WHAT IS NEEDED —
Once the pictures are removed, restate the data below word for word.
Segment Start: RECORDS SHOWN
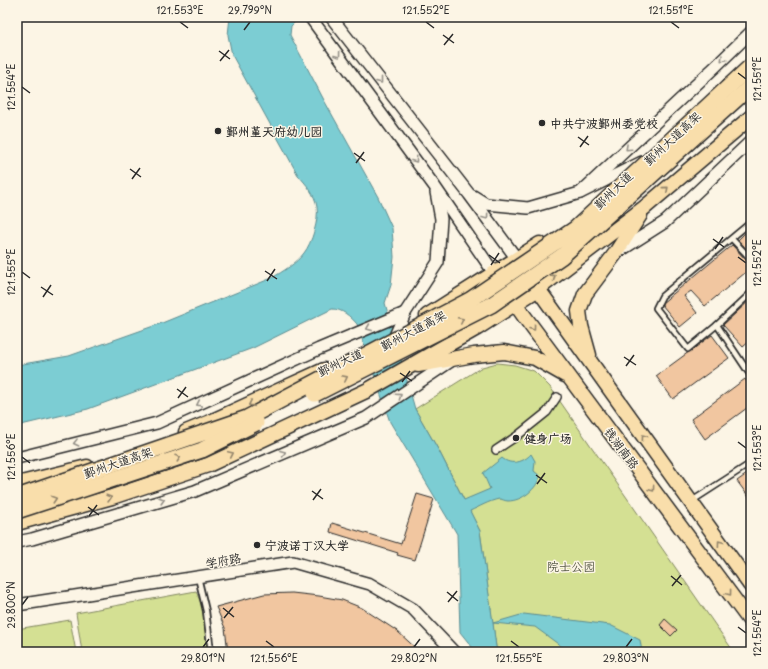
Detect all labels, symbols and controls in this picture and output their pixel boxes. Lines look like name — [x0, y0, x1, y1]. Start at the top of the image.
text: 121.553°E — [156, 2, 204, 17]
text: 29.799°N — [228, 2, 272, 17]
text: 121.552°E — [402, 2, 450, 17]
text: 121.551°E — [648, 2, 694, 17]
one-way arrow — [333, 51, 340, 58]
one-way arrow — [720, 54, 728, 62]
text: 121.551°E — [749, 56, 764, 102]
text: 121.554°E — [3, 63, 18, 111]
one-way arrow — [376, 77, 383, 84]
street label: 鄞州大道高架 — [640, 107, 704, 169]
place label: 中共宁波鄞州委党校 — [550, 114, 658, 132]
marker: 中共宁波鄞州委党校 — [537, 118, 547, 128]
place label: 鄞州堇天府幼儿园 — [226, 122, 322, 140]
marker: 鄞州堇天府幼儿园 — [213, 126, 223, 136]
one-way arrow — [625, 143, 633, 150]
one-way arrow — [410, 156, 418, 163]
street label: 鄞州大道 — [589, 167, 637, 213]
one-way arrow — [662, 186, 669, 193]
one-way arrow — [481, 213, 489, 220]
text: 121.552°E — [749, 239, 764, 287]
text: 121.555°E — [3, 248, 18, 296]
one-way arrow — [548, 275, 555, 282]
street label: 鄞州大道高架 — [377, 305, 449, 355]
one-way arrow — [457, 317, 465, 325]
one-way arrow — [366, 323, 374, 331]
one-way arrow — [528, 324, 536, 331]
street label: 鄞州大道 — [314, 344, 366, 380]
one-way arrow — [341, 375, 348, 383]
one-way arrow — [395, 393, 402, 400]
one-way arrow — [196, 399, 204, 407]
one-way arrow — [247, 399, 255, 407]
street label: 钱湖南路 — [600, 423, 644, 473]
text: 121.553°E — [749, 424, 764, 472]
place label: 健身广场 — [524, 429, 572, 447]
text: 121.556°E — [3, 433, 18, 481]
marker: 健身广场 — [511, 433, 521, 443]
one-way arrow — [642, 435, 649, 442]
one-way arrow — [73, 439, 79, 447]
street label: 鄞州大道高架 — [81, 442, 155, 482]
one-way arrow — [279, 450, 286, 458]
one-way arrow — [227, 451, 234, 459]
one-way arrow — [174, 455, 181, 463]
one-way arrow — [647, 484, 654, 491]
one-way arrow — [105, 494, 112, 503]
one-way arrow — [50, 495, 57, 504]
one-way arrow — [158, 496, 165, 505]
place label: 宁波诺丁汉大学 — [265, 536, 349, 554]
marker: 宁波诺丁汉大学 — [252, 540, 262, 550]
one-way arrow — [718, 540, 725, 547]
street label: 学府路 — [204, 548, 242, 572]
park label: 院士公园 — [547, 557, 595, 575]
text: 29.800°N — [3, 581, 18, 629]
one-way arrow — [725, 589, 732, 596]
text: 121.554°E — [749, 609, 764, 657]
text: 29.801°N — [181, 650, 226, 665]
text: 121.556°E — [250, 650, 298, 665]
text: 29.802°N — [391, 650, 438, 665]
text: 121.555°E — [495, 650, 543, 665]
text: 29.803°N — [603, 650, 649, 665]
Segment End: RECORDS SHOWN
RESPONSE —
Detect all labels, symbols and controls in this picture and output their pixel boxes. Lines look like name — [x0, y0, x1, y1]. Start at the top of the image.
text: 121.553°E — [156, 2, 204, 17]
text: 29.799°N — [228, 2, 272, 17]
text: 121.552°E — [402, 2, 450, 17]
text: 121.551°E — [648, 2, 694, 17]
one-way arrow — [333, 51, 340, 58]
one-way arrow — [720, 54, 728, 62]
text: 121.551°E — [749, 56, 764, 102]
text: 121.554°E — [3, 63, 18, 111]
one-way arrow — [376, 77, 383, 84]
street label: 鄞州大道高架 — [640, 107, 704, 169]
place label: 中共宁波鄞州委党校 — [550, 114, 658, 132]
marker: 中共宁波鄞州委党校 — [537, 118, 547, 128]
place label: 鄞州堇天府幼儿园 — [226, 122, 322, 140]
marker: 鄞州堇天府幼儿园 — [213, 126, 223, 136]
one-way arrow — [625, 143, 633, 150]
one-way arrow — [410, 156, 418, 163]
street label: 鄞州大道 — [589, 167, 637, 213]
one-way arrow — [662, 186, 669, 193]
one-way arrow — [481, 213, 489, 220]
text: 121.552°E — [749, 239, 764, 287]
text: 121.555°E — [3, 248, 18, 296]
one-way arrow — [548, 275, 555, 282]
street label: 鄞州大道高架 — [377, 305, 449, 355]
one-way arrow — [457, 317, 465, 325]
one-way arrow — [366, 323, 374, 331]
one-way arrow — [528, 324, 536, 331]
street label: 鄞州大道 — [314, 344, 366, 380]
one-way arrow — [341, 375, 348, 383]
one-way arrow — [395, 393, 402, 400]
one-way arrow — [196, 399, 204, 407]
one-way arrow — [247, 399, 255, 407]
street label: 钱湖南路 — [600, 423, 644, 473]
text: 121.553°E — [749, 424, 764, 472]
place label: 健身广场 — [524, 429, 572, 447]
text: 121.556°E — [3, 433, 18, 481]
marker: 健身广场 — [511, 433, 521, 443]
one-way arrow — [642, 435, 649, 442]
one-way arrow — [73, 439, 79, 447]
street label: 鄞州大道高架 — [81, 442, 155, 482]
one-way arrow — [279, 450, 286, 458]
one-way arrow — [227, 451, 234, 459]
one-way arrow — [174, 455, 181, 463]
one-way arrow — [647, 484, 654, 491]
one-way arrow — [105, 494, 112, 503]
one-way arrow — [50, 495, 57, 504]
one-way arrow — [158, 496, 165, 505]
place label: 宁波诺丁汉大学 — [265, 536, 349, 554]
marker: 宁波诺丁汉大学 — [252, 540, 262, 550]
one-way arrow — [718, 540, 725, 547]
street label: 学府路 — [204, 548, 242, 572]
park label: 院士公园 — [547, 557, 595, 575]
text: 29.800°N — [3, 581, 18, 629]
one-way arrow — [725, 589, 732, 596]
text: 121.554°E — [749, 609, 764, 657]
text: 29.801°N — [181, 650, 226, 665]
text: 121.556°E — [250, 650, 298, 665]
text: 29.802°N — [391, 650, 438, 665]
text: 121.555°E — [495, 650, 543, 665]
text: 29.803°N — [603, 650, 649, 665]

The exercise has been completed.